I don't buy the idea that public sector employees earn less than the average private sector working. My local council has 53 jobs advertised all of them in the mid 30k range, plus a benefits package you simply can't get in the private sector.

the majority of those who do the hard work earn nothing like this
 
It's how those figures were used to misrepresent the size of the pensions liability that is the issue. I can quote you some really scary medical statistics, but if you forced me to explain what they actually meant they wouldn't be scary at all. For example, women being pressured into going for cervical screening by GPs who get bonuses for doing so are told that it will halve their risk of dying of cervical cancer. They are not told that 1000 women have to be screened for 30 years in order to prevent one death. It's a con, just like this public sector pensions nonsense.

Bosses in the 1970's were paid 15 times their lowest paid worker. Now it's 75 times. Incomes for the bottom 90% have stayed flat for the last 30 years, whilst the (largely phantom) economic growth has gone into the pockets of the rest, nearly all of it to the top 0.1%. Those greedy fuckers can pay back what they stole, rather than attempt to steal more from the rest of us.

where i work our pay has gone down relative to average wage every year since the early 8ts .. there was a strike then that gave a lot of the manual workers good money .. it has gone down ever since ..

nationally outsourcing pushed manual wages dwon significantly .. we just had a load of cleaners brought back in house who were earning 10K!!!!!!
 
me and my colleagues have had a virtual wage freeze for nearly 20 years now .. while we are earning 19/20k a year, the town halls are full of people on 50 and 60ks a year and what is really sick are the consultants on figures like £750 a day ..

so no, the majority of the public sector does not need another dose of reality .. but those at the top do

The interests of the people really milking it at the top of public sector are very different from the majority of public sector workers.
I think its really important that public sector workers like yourself argue the case in public and in the unions that the people at the top should be the ones to take pay cuts.
 
The interests of the people really milking it at the top of public sector are very different from the majority of public sector workers.
I think its really important that public sector workers like yourself argue the case in public and in the unions that the people at the top should be the ones to take pay cuts.

Except that the guys at the top's pay is linked to MPs pay.

Was the MP's way of pretending that they were no longer giving themselves outrageous pay cuts but were merely getting the same as civil servants were getting. Where upon they immediately started giving top civil servants outrageous pay increases. Go figure!

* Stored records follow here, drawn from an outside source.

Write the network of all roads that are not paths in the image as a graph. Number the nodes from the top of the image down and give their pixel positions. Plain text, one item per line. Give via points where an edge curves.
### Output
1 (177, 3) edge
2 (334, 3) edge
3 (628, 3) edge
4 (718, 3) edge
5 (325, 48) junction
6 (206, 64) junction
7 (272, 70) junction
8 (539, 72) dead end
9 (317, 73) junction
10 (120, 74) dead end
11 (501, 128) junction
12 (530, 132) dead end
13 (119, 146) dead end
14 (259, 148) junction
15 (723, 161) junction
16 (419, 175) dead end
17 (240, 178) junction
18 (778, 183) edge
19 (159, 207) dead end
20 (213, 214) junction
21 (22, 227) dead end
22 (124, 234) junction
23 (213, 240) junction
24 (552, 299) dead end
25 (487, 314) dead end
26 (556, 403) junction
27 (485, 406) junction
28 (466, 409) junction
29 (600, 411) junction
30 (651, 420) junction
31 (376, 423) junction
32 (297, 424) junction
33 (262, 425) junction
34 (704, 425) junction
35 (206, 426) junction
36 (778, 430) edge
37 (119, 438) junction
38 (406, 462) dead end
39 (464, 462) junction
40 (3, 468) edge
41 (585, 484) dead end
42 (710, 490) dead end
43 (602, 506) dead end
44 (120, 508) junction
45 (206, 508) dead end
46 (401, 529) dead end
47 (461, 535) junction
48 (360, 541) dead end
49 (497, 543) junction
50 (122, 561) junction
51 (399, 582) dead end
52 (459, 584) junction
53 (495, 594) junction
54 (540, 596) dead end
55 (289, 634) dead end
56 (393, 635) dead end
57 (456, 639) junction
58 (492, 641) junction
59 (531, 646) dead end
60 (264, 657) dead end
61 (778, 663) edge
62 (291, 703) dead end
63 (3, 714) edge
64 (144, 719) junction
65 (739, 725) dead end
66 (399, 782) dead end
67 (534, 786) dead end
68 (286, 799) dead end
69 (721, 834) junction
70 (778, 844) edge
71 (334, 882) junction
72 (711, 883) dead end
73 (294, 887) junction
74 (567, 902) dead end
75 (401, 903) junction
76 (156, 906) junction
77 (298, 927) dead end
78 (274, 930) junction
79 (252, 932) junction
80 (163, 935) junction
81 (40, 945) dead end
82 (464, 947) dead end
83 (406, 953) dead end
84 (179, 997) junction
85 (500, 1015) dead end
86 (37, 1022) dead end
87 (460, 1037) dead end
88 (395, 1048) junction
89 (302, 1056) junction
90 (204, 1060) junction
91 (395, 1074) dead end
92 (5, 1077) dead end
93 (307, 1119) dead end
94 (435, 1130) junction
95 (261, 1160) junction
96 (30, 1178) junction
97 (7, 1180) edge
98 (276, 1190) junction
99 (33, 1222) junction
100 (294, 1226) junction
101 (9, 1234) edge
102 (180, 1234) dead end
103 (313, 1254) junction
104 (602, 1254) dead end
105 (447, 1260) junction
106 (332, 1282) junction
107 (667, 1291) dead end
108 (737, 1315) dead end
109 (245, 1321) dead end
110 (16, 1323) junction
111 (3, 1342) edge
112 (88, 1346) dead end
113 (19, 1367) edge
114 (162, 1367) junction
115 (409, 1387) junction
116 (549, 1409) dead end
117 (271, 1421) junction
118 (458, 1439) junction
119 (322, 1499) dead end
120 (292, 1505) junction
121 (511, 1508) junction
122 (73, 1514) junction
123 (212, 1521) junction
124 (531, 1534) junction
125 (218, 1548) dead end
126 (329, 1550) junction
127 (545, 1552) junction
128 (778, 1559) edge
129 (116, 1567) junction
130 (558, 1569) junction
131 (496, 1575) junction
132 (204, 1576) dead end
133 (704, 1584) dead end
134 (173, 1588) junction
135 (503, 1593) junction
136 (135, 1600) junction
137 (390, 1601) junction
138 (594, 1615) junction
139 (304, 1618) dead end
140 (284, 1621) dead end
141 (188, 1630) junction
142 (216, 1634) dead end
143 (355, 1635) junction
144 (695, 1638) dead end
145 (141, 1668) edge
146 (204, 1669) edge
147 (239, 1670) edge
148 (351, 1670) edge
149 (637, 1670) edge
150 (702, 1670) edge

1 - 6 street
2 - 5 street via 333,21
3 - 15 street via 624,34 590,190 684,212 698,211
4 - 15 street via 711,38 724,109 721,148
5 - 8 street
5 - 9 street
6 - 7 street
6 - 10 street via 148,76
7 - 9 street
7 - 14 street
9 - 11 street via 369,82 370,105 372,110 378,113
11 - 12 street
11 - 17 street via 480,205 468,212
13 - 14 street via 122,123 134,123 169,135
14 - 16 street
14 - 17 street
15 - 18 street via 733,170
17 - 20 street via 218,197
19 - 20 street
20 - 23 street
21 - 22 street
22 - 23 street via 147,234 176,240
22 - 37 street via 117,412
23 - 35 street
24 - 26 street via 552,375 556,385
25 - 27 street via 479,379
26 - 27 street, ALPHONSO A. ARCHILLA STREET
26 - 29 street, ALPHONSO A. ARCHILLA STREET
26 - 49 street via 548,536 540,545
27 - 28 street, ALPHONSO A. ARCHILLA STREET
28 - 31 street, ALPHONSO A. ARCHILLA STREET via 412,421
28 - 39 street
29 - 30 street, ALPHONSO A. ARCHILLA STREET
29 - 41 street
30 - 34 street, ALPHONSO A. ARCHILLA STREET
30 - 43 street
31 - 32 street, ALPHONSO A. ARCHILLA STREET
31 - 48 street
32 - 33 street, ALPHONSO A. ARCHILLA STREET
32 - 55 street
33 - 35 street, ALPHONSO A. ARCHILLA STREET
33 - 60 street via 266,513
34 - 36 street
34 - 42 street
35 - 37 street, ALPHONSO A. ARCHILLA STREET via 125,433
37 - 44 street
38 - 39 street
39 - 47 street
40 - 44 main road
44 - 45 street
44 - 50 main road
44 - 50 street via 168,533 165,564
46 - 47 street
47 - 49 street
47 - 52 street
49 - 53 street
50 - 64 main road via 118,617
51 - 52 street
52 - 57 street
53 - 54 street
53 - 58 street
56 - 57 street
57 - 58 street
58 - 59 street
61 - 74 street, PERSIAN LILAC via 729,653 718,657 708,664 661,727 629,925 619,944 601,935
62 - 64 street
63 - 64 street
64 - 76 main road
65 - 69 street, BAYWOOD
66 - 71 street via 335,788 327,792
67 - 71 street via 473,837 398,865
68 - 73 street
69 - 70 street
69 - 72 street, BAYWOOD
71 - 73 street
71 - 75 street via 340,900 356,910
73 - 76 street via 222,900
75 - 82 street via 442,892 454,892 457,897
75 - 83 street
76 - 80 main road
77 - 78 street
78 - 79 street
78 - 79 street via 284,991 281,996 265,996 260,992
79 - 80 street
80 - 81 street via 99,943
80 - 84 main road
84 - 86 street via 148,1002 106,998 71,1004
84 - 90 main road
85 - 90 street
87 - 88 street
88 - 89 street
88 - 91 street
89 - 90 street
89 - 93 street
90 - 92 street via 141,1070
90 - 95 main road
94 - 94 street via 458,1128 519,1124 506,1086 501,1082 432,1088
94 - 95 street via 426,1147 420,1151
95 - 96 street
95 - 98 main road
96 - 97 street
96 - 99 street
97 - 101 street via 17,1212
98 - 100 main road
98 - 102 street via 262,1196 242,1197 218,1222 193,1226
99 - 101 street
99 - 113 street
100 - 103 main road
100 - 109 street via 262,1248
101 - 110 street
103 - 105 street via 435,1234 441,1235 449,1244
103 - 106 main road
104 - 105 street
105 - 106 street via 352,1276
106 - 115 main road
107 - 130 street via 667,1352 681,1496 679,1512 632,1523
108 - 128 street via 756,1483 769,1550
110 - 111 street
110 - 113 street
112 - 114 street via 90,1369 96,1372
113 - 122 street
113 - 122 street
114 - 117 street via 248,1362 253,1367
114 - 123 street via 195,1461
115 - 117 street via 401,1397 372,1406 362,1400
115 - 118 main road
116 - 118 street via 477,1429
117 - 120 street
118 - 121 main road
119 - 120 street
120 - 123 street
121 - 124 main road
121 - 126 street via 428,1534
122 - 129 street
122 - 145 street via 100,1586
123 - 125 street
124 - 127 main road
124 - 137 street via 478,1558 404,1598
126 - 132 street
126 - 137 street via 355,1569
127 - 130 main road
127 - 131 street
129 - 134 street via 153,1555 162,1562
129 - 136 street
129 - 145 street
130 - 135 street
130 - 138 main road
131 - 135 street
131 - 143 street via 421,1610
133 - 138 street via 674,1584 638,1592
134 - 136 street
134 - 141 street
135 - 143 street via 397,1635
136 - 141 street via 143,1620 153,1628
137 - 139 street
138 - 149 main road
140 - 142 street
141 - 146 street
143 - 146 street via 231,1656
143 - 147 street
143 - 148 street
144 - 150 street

If only MP's had said they'd have the same as the average across the entire sector instead of linking themselves to a tiny part of the civil service which would skew the treasury's bill the least if they sought personal gain.

But they didn't so it doesn't matter what unions do or say the MP's are not going to stiff the top as to do so is to stiff themselves.
 
The thing is loads of people working for the public sector earn lots more than MPs....Some like Council bosses and Doctors should defintely have their pay cut.